Targeted Sequencing: appropriate to use BaseRecalibrator (BQSR) on 150M bases over small intervals?

I know the best practices document is on its way, but I recently came across this quite new page on how to use the -L argument as was surprised to see that:
Small Targeted Experiments
The same guidelines as for whole exome analysis apply except you do not run BQSR on small datasets.
I knew that VQSR could not be used on small targeted experiments, but didn't know that BQSR should not be used. The Base Quality Score Recalibration page includes the note:
A critical determinant of the quality of the recalibation is the number of observed bases and mismatches in each bin. The system will not work well on a small number of aligned reads. We usually expect well in excess of 100M bases from a next-generation DNA sequencer per read group. 1B bases yields significantly better results.
If I have 150Mbases of data over a set of small target intervals, does that count as a small dataset for which I should avoid using BQSR? What about 1B bases, again over a small set of intervals? What are the best practices in this case?
Thanks for your help!
Comments
@teamcoop
Hi,
"Small datasets" from the -L FAQ refers to datasets with less than 100M bases.
If you have 150M bases for a small targeted experiment, you should be fine to run BQSR. 1B is even better.
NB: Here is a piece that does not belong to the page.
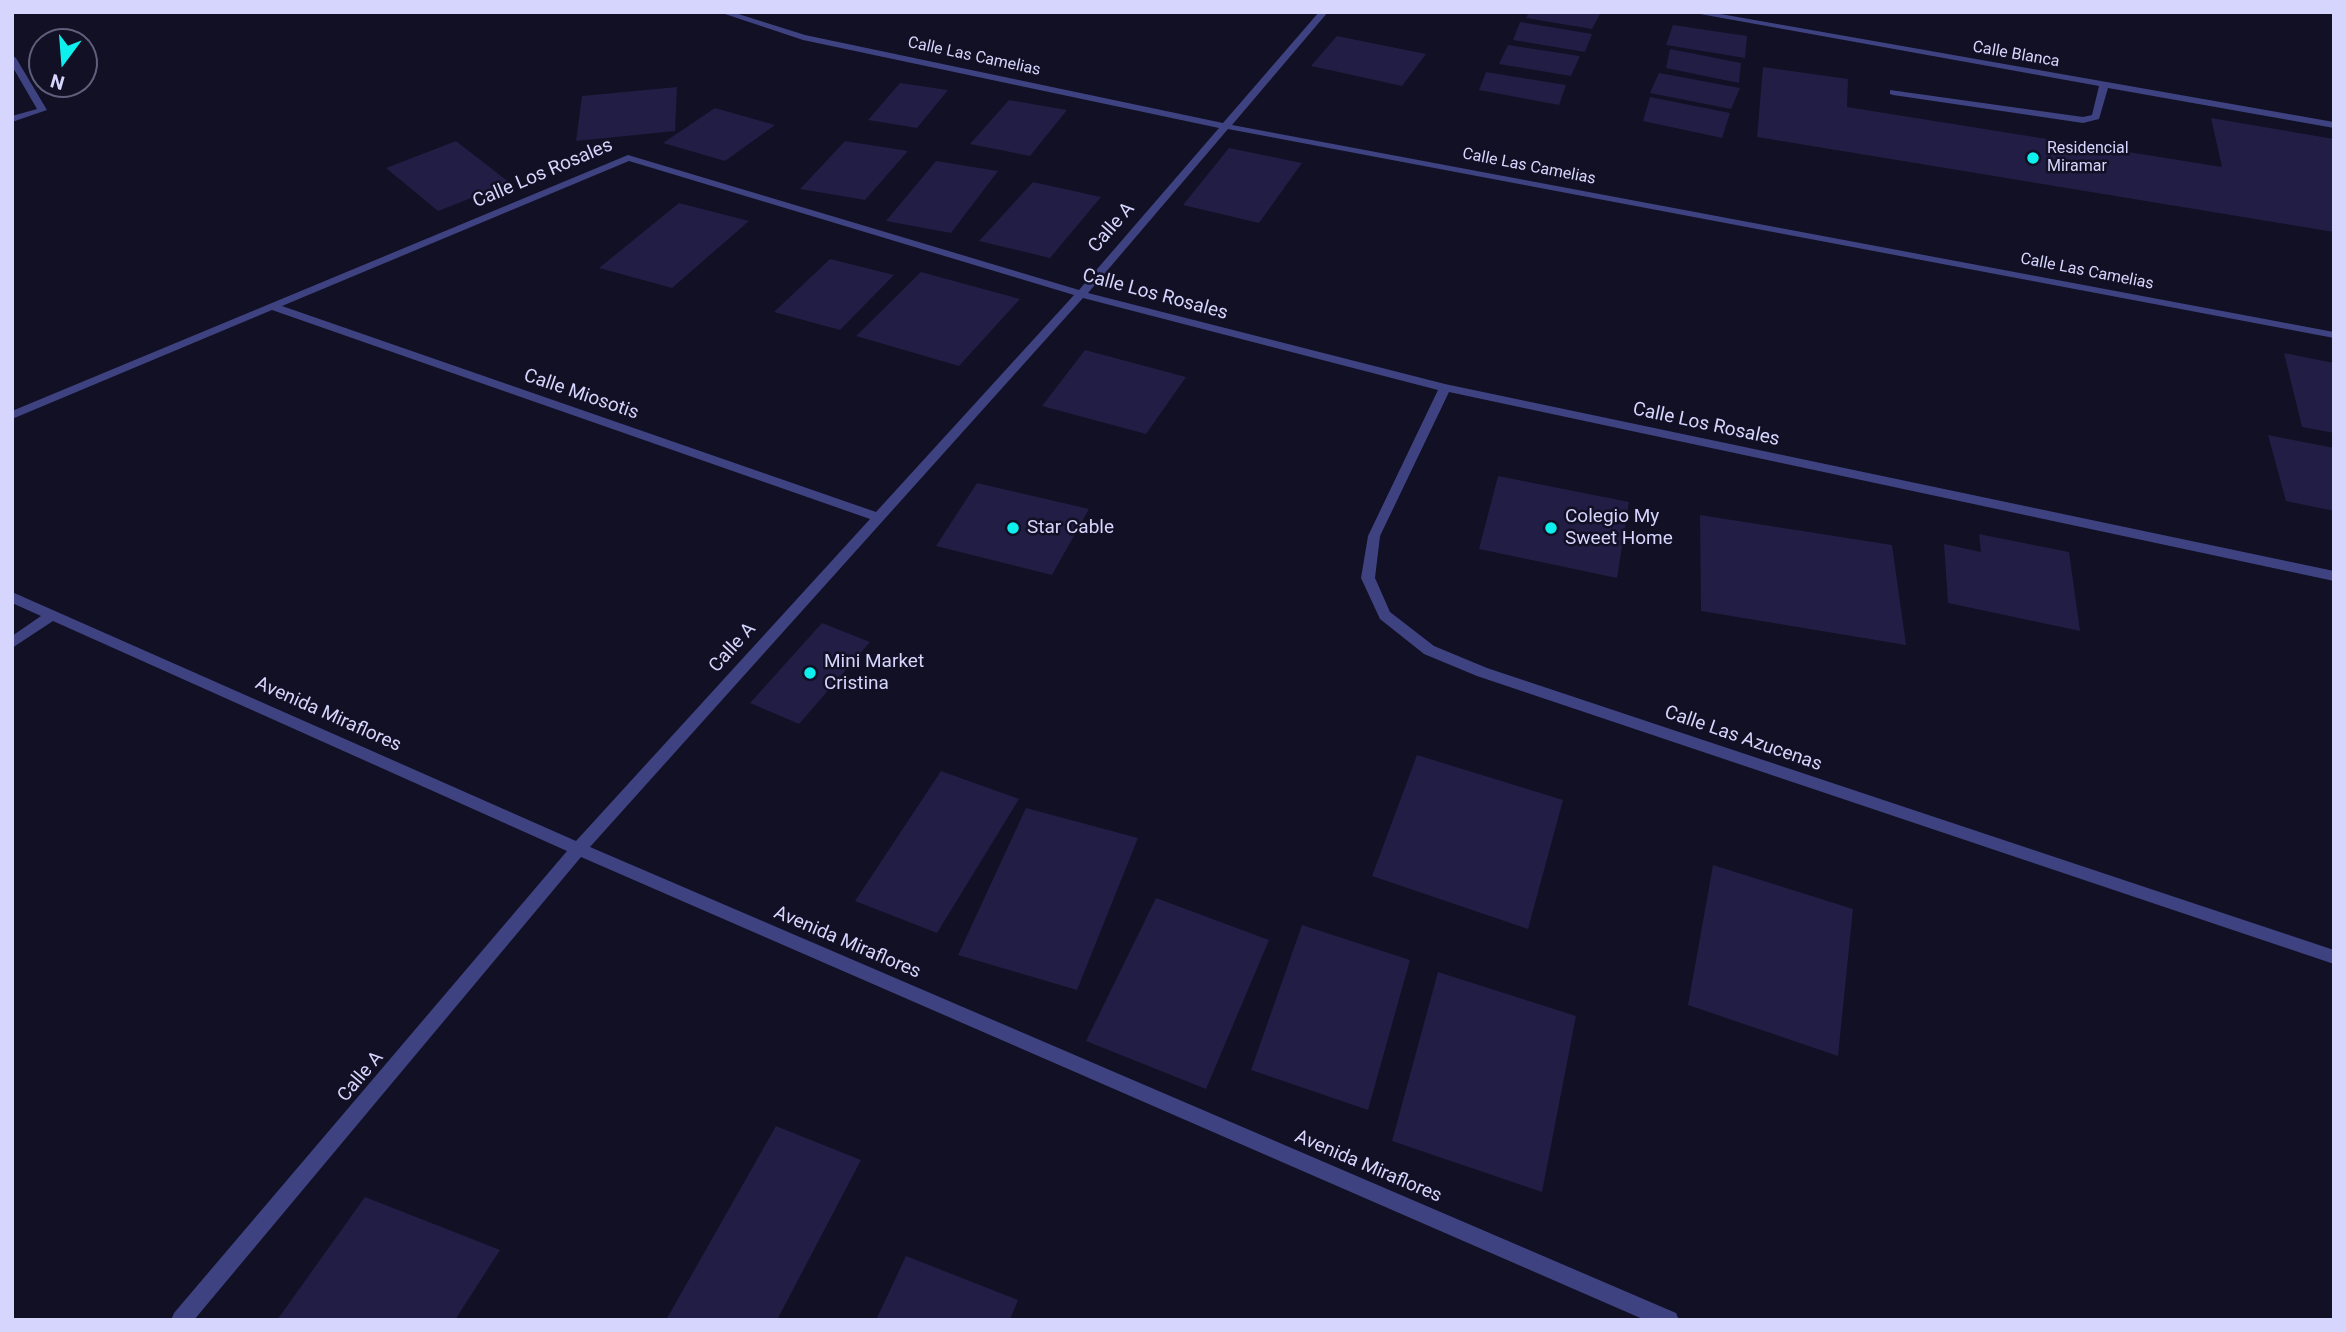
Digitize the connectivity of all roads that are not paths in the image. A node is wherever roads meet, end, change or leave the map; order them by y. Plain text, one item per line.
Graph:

Pretty much, anything above 100M bases is fine, but the bigger the dataset, the more accurate BQSR will be.
-Sheila
@Shiela, great! Thanks for your quick response.
Hi @Sheila,
I'd like to ask for a quick clarification - are small datasets ones with fewer than 100M targeted bases or ones with fewer than 100M total bases i.e. targeted bases x coverage?
Thanks!
@aliwali
Hi,
Small datasets have fewer than 100M total bases.
-Sheila
When you talk about 100M total bases, does it mean the number of bases that can be mapped to the genome such that they are contained in the bam file to be inputted to BQSR???
What about duplicate reads detected by MarkDuplicates? Are they counted in total bases?
Keep in mind these are very general numbers to give you an idea of the range, rather than absolute thresholds. These numbers refer to the amount of useable data, which typically would not include duplicates.
I have another question - does this 100M cut off apply per read group or for the whole set.
I have an experiment with a small target set (31,243 bases) but 719 read groups/samples, all run on one MiSeq flowcell.
The mean number of bases is ~3.5M per read group, but in total 2.5G.
Also have not marked duplicates as this is a Fluidigm Access Array (PCR based).
Please could you clarify if BQSR is appropriate?
@annat
Hi,
Usually it is best to have greater than 100 million bases per read group. But, in your case, it is fine to run BQSR on your entire dataset because BQSR accounts for errors in the lane and all your data comes from one lane.
-Sheila
Hi @Sheila ,
I have run BQSR on all my read groups together, each specified with -I. I am now trying to run PrintReads using the bqsr table and the individual bam files for each read group separately.
The job starts and I get the following output (see below), but nothing happens after that. It doesn't error out, produce any error message etc. I am running with java -Xmx4g . I have left these jobs running overnight and they have started using greater than 100% cpu even though I believe -nt doesn't work for this tool and I am not specifying it, nor am I specifying -nct.
Some jobs do eventually run out of memory, but I don't think that more than 4G should be required nor any long runtime, as I have previously used this tool and it is quite quick with much larger bam files than this (this would have been with older version of GATK), I am trying with 20G memory but still having same problem.
I have also tried using the -sn flag with the sample name but am still getting the same problem.
Is the problem that not all samples present in the table file are present in the bam or is there a bug in this tool?
TIA, anna
It's hard to say but if this is a new problem it could be an issue with your compute infrastructure. Have you checked with your IT support people that the servers are running normally? Sometimes nodes get stuck and need to be rebooted.
Hi @Geraldine_VdAuwera
It seems to be just a memory issue, I tried on two different compute infrastructures and both required more memory to get going, 8G seemed to work, and get a total runtime of ~ 20 minutes.
Just seems a lot of memory as bam files are only ~4MB and target is small.